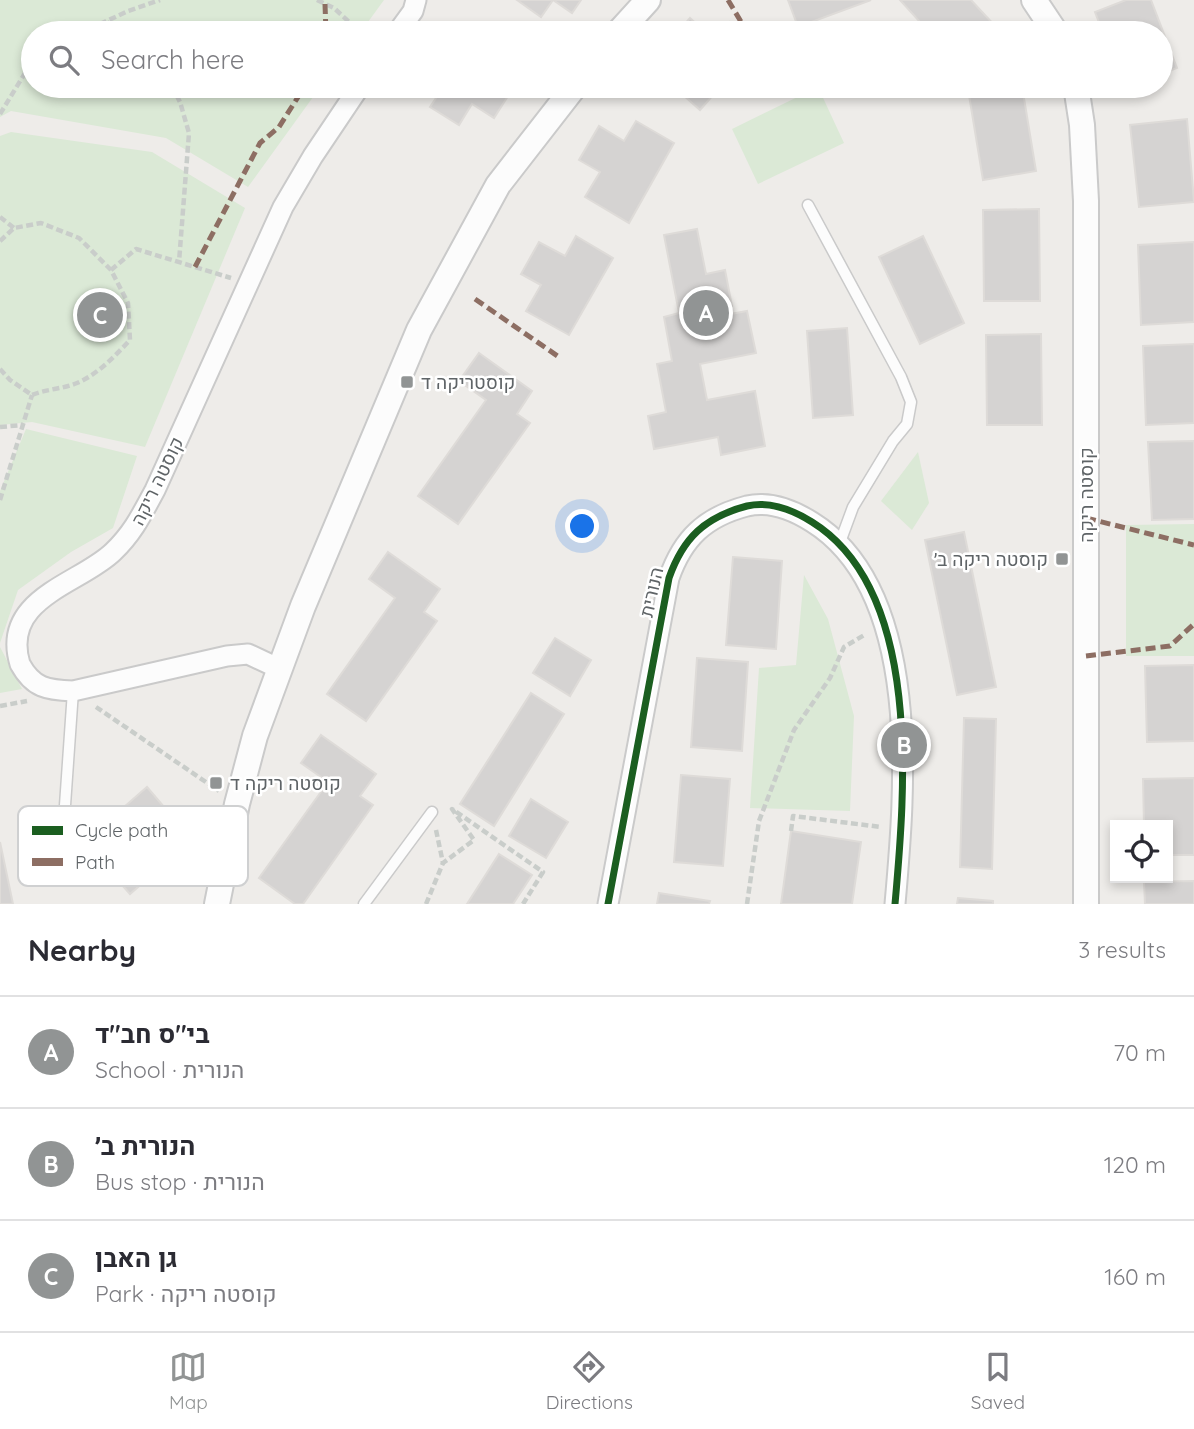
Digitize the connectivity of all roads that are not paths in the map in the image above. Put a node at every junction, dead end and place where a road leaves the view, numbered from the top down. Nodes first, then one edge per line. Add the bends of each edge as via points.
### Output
1 (416, 0) edge
2 (648, 0) edge
3 (1034, 0) edge
4 (406, 21) edge
5 (629, 21) edge
6 (1048, 21) edge
7 (352, 98) edge
8 (565, 98) edge
9 (1078, 98) edge
10 (808, 205) dead end
11 (839, 545) junction
12 (280, 669) junction
13 (73, 691) junction
14 (65, 806) edge
15 (237, 806) edge
16 (432, 812) road end
17 (221, 886) edge
18 (217, 904) edge
19 (364, 904) edge
20 (608, 904) edge
21 (895, 904) edge
22 (1086, 904) edge

1 - 4 street
2 - 5 street
3 - 6 street
7 - 13 street, קוסטה ריקה via 283,207 132,534 85,572 31,601 15,619 12,642 19,663 34,684
8 - 12 street via 499,185 419,330
9 - 22 street, קוסטה ריקה via 1086,201
10 - 11 lane via 911,402 907,424 853,507
11 - 20 street, הנורית via 804,517 757,504 714,519 693,534 677,554 666,589
11 - 21 street, הנורית via 874,597 896,678 903,733 902,830
12 - 13 street, קוסטה ריקה via 248,654 227,656
12 - 15 street via 255,736
13 - 14 lane
16 - 19 lane
17 - 18 street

* * * * * * * * *

What is needed is a word-for-word copy of the data, minus its pictures.

Task result
Digitize the connectivity of all roads that are not paths in the map in the image above. Put a node at every junction, dead end and place where a road leaves the view, numbered from the top down. Nodes first, then one edge per line. Add the bends of each edge as via points.
### Output
1 (416, 0) edge
2 (648, 0) edge
3 (1034, 0) edge
4 (406, 21) edge
5 (629, 21) edge
6 (1048, 21) edge
7 (352, 98) edge
8 (565, 98) edge
9 (1078, 98) edge
10 (808, 205) dead end
11 (839, 545) junction
12 (280, 669) junction
13 (73, 691) junction
14 (65, 806) edge
15 (237, 806) edge
16 (432, 812) road end
17 (221, 886) edge
18 (217, 904) edge
19 (364, 904) edge
20 (608, 904) edge
21 (895, 904) edge
22 (1086, 904) edge

1 - 4 street
2 - 5 street
3 - 6 street
7 - 13 street, קוסטה ריקה via 283,207 132,534 85,572 31,601 15,619 12,642 19,663 34,684
8 - 12 street via 499,185 419,330
9 - 22 street, קוסטה ריקה via 1086,201
10 - 11 lane via 911,402 907,424 853,507
11 - 20 street, הנורית via 804,517 757,504 714,519 693,534 677,554 666,589
11 - 21 street, הנורית via 874,597 896,678 903,733 902,830
12 - 13 street, קוסטה ריקה via 248,654 227,656
12 - 15 street via 255,736
13 - 14 lane
16 - 19 lane
17 - 18 street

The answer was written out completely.